* [Data items]
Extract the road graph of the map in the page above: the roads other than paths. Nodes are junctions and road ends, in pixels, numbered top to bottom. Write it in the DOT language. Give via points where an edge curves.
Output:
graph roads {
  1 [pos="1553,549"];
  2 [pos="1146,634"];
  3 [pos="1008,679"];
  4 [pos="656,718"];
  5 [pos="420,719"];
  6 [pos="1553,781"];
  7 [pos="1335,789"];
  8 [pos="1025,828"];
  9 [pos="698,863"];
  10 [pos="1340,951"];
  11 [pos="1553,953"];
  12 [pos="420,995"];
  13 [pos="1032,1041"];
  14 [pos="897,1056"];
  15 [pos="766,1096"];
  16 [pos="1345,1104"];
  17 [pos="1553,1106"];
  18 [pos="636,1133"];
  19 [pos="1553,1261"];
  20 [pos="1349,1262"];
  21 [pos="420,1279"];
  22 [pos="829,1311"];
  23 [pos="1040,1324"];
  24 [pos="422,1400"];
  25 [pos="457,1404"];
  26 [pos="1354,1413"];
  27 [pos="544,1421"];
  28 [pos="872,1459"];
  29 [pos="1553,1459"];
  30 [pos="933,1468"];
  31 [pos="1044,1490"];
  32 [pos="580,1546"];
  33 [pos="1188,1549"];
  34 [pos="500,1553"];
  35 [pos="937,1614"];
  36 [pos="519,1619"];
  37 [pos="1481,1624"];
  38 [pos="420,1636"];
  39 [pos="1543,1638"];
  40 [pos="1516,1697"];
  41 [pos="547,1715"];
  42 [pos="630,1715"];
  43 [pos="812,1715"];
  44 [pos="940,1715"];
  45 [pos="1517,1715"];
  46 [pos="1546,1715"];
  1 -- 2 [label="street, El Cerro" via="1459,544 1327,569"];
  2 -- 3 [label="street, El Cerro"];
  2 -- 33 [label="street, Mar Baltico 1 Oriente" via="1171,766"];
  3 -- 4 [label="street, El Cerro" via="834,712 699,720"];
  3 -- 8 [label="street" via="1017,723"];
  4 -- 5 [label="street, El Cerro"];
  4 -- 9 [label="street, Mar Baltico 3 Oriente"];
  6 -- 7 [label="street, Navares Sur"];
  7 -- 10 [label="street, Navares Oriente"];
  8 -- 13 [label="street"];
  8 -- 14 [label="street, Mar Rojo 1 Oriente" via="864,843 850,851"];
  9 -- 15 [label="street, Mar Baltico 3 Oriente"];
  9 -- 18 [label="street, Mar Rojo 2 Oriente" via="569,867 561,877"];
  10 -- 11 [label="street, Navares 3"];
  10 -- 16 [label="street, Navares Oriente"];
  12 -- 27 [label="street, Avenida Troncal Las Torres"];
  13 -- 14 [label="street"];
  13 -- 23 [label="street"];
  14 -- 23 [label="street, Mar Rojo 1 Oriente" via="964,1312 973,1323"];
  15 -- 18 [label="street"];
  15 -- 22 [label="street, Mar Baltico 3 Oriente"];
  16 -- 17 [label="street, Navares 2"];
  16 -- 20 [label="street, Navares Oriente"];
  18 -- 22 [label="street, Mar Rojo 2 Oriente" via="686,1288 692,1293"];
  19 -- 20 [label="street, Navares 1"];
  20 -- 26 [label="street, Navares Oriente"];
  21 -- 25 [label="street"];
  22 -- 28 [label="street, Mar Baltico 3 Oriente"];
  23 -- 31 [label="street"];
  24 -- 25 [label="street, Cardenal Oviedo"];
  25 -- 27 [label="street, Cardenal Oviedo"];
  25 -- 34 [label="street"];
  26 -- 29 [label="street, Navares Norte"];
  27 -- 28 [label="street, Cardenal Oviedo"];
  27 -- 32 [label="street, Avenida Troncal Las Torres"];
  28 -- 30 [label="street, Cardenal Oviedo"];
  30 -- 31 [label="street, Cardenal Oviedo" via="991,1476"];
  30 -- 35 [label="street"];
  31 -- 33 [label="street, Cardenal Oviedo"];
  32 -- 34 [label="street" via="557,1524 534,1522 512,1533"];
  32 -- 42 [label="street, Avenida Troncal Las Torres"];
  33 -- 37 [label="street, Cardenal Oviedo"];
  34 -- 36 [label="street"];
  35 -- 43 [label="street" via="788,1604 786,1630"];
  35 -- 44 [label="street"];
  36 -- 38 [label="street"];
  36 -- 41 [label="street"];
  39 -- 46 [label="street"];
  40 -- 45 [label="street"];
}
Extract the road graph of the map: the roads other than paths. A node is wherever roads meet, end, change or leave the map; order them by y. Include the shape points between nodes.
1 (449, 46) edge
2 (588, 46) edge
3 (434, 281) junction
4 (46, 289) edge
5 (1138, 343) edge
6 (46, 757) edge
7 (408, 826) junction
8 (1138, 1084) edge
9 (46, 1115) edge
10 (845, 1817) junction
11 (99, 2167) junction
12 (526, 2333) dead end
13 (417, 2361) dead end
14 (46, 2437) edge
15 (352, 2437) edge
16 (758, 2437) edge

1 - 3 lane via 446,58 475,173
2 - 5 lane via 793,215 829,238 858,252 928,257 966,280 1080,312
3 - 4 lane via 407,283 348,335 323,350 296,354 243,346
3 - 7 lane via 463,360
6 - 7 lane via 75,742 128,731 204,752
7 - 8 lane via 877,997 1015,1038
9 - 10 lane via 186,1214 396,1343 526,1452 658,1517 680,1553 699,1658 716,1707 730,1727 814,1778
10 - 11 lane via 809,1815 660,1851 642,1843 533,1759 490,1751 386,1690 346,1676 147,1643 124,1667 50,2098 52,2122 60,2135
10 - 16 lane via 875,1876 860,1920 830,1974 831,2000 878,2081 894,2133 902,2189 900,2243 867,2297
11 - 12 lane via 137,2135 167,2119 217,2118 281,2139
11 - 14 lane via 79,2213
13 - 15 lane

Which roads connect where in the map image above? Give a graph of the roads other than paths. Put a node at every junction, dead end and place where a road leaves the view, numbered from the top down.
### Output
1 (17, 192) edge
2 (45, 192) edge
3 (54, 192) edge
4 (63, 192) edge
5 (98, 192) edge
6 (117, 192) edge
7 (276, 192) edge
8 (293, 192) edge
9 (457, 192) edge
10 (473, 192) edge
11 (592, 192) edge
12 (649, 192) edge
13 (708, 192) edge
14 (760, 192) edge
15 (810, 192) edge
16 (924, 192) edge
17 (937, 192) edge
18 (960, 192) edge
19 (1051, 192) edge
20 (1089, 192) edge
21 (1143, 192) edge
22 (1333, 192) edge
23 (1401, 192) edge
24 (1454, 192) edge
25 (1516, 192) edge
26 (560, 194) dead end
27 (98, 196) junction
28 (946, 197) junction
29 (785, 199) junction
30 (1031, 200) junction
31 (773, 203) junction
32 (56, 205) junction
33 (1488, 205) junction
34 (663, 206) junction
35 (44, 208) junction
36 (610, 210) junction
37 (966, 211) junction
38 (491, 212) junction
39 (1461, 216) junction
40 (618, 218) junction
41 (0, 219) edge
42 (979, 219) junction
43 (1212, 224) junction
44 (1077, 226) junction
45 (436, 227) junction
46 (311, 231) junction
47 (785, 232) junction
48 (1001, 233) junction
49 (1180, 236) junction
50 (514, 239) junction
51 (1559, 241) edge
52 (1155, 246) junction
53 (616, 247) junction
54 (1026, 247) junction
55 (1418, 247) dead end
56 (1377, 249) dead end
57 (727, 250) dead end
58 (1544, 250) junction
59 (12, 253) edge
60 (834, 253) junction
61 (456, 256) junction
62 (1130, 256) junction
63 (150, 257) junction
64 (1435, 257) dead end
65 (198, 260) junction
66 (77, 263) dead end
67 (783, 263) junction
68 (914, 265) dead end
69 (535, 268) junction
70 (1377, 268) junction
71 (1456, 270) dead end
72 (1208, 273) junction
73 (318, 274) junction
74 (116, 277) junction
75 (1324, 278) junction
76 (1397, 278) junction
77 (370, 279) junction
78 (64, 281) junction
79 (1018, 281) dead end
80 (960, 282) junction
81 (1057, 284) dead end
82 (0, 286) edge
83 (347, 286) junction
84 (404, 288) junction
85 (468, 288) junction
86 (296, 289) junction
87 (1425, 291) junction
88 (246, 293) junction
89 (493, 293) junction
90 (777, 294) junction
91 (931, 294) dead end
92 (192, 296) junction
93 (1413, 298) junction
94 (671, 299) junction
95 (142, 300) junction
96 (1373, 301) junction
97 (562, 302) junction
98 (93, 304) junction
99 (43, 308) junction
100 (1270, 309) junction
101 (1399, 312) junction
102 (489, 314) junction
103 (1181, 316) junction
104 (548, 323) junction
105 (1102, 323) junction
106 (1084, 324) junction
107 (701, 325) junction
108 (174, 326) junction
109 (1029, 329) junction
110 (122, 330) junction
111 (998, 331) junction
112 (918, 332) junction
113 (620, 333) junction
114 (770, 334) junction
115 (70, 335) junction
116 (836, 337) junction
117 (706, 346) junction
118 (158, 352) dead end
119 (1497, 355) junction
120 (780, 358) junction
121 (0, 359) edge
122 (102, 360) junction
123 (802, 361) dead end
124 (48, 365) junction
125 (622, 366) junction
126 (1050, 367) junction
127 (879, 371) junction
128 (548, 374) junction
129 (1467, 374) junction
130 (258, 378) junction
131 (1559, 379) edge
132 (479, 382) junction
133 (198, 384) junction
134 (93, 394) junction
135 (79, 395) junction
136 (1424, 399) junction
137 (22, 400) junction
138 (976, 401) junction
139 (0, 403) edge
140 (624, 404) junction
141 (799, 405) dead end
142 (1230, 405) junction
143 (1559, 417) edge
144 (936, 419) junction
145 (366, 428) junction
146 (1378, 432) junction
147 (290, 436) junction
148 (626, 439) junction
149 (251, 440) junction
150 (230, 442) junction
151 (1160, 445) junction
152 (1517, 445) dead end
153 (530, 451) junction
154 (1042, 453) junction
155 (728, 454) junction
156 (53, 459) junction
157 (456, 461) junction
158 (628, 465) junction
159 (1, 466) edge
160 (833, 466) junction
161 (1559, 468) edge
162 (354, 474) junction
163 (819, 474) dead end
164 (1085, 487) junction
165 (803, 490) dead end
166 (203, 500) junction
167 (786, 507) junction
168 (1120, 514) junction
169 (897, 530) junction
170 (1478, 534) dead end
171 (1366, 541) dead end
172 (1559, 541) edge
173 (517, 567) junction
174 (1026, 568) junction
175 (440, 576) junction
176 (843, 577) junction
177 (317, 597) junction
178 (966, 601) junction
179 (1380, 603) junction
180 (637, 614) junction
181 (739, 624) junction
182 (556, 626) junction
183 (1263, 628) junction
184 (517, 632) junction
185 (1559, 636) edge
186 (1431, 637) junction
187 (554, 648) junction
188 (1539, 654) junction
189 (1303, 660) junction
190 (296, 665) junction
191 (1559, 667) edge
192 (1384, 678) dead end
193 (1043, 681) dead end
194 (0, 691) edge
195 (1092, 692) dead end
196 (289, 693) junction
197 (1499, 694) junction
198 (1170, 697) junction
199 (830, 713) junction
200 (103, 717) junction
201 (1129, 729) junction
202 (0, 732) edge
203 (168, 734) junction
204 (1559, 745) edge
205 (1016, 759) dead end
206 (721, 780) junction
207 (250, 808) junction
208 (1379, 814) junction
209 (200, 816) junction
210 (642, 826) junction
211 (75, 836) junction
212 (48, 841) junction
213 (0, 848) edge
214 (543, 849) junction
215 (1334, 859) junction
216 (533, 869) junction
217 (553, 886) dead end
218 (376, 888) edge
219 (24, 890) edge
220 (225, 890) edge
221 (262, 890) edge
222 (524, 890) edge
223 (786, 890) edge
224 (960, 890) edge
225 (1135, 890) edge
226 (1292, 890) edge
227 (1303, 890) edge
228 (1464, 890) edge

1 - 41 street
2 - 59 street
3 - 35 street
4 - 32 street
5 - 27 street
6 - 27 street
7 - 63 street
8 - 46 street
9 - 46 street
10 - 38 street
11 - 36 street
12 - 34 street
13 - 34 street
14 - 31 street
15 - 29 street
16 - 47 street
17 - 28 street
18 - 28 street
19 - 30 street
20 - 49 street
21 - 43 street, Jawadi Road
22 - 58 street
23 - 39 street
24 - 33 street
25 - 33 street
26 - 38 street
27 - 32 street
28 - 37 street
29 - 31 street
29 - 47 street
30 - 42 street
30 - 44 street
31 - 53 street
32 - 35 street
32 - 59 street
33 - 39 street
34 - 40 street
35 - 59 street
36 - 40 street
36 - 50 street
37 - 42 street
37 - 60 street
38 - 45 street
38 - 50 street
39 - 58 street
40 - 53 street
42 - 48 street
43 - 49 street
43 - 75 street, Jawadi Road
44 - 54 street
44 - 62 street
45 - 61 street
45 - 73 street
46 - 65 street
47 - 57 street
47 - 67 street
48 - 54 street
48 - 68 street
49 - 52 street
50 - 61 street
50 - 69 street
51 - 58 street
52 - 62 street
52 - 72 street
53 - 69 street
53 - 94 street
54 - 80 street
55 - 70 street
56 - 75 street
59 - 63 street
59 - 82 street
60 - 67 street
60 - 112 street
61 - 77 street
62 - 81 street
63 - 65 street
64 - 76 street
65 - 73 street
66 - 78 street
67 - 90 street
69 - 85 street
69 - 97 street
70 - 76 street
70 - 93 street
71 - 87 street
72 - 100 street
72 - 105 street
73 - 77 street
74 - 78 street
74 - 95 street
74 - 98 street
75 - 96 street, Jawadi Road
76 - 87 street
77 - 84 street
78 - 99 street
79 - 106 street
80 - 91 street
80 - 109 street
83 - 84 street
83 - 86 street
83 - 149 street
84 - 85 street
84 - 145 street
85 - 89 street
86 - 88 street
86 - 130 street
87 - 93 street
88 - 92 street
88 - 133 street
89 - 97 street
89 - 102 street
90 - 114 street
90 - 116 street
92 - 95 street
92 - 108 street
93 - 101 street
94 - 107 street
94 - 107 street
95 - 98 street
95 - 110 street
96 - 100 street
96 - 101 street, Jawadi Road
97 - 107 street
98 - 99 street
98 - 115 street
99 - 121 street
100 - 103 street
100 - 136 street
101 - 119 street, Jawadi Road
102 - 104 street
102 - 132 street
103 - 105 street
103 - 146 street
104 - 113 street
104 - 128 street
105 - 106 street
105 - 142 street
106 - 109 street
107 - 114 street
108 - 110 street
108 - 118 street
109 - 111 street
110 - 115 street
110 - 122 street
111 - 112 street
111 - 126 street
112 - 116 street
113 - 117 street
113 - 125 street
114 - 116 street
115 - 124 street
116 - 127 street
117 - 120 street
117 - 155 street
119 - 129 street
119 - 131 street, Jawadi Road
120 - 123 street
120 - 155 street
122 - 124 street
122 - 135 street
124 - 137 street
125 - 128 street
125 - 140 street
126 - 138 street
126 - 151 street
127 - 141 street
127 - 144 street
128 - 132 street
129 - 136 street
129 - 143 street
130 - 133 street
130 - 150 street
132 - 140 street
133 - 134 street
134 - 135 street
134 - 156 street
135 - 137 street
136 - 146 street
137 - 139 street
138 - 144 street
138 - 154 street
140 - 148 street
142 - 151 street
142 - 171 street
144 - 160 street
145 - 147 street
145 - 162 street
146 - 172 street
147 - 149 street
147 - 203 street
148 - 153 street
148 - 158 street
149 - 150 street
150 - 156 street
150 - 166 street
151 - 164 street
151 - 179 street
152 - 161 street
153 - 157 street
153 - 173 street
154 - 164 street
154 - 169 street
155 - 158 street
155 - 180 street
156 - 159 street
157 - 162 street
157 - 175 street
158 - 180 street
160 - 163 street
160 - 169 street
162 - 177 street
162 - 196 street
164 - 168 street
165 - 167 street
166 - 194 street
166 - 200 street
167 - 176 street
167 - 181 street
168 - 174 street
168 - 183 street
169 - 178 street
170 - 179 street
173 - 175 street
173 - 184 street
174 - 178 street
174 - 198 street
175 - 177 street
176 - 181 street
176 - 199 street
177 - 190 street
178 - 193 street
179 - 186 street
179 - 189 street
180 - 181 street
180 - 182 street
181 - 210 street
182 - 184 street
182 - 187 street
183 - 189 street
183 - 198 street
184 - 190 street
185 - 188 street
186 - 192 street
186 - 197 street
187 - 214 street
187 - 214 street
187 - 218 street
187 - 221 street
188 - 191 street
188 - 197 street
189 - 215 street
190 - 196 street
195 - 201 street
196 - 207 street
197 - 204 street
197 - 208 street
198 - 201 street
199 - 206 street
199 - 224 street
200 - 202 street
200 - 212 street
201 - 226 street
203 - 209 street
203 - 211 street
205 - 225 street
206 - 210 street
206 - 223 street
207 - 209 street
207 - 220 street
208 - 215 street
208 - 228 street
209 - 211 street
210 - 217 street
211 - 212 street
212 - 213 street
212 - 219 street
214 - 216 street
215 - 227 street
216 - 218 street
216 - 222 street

* [ASSIGNMENT] Could you copy every line in the records that holds "Torres"?

* [OUTPUT FOR THIS TASK]
  12 -- 27 [label="street, Avenida Troncal Las Torres"];
  27 -- 32 [label="street, Avenida Troncal Las Torres"];
  32 -- 42 [label="street, Avenida Troncal Las Torres"];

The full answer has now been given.